§ **Your objective**
Locate every line below that contains the word "Guerra" and copy it.

------------------------------------

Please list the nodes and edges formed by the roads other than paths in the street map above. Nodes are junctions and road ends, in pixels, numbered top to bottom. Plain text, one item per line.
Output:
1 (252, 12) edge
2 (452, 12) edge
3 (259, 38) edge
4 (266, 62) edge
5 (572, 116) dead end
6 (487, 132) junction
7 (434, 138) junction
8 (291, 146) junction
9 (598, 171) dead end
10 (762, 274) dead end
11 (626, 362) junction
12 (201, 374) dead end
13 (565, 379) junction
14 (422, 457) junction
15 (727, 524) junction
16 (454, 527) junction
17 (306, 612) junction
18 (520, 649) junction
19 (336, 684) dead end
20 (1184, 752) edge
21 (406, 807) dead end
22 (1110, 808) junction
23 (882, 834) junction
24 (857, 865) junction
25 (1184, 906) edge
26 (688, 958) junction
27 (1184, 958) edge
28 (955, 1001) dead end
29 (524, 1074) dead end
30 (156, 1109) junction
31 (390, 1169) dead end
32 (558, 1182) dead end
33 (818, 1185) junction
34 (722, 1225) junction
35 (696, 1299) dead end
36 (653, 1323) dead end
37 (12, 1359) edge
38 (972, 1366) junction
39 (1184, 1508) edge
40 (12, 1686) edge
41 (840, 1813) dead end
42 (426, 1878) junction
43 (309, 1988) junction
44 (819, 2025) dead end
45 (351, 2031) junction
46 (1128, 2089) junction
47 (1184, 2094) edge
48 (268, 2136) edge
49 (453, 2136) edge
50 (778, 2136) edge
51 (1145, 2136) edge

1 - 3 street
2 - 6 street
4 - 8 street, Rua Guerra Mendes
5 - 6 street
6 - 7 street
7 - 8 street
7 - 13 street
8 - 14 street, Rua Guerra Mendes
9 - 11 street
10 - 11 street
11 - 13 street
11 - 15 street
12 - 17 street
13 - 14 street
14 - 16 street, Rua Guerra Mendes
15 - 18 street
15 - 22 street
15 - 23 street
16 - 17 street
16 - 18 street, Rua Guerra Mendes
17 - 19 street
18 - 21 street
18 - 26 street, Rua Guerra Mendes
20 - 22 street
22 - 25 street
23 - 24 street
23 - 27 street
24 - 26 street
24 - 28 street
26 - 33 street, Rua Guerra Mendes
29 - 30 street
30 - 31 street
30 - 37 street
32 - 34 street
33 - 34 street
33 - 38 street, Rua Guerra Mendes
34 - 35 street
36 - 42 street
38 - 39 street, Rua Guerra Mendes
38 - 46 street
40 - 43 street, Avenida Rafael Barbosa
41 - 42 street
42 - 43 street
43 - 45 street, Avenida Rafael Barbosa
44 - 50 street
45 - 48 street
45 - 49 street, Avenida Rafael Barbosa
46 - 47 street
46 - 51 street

------------------------------------

§ **Task output**
4 - 8 street, Rua Guerra Mendes
8 - 14 street, Rua Guerra Mendes
14 - 16 street, Rua Guerra Mendes
16 - 18 street, Rua Guerra Mendes
18 - 26 street, Rua Guerra Mendes
26 - 33 street, Rua Guerra Mendes
33 - 38 street, Rua Guerra Mendes
38 - 39 street, Rua Guerra Mendes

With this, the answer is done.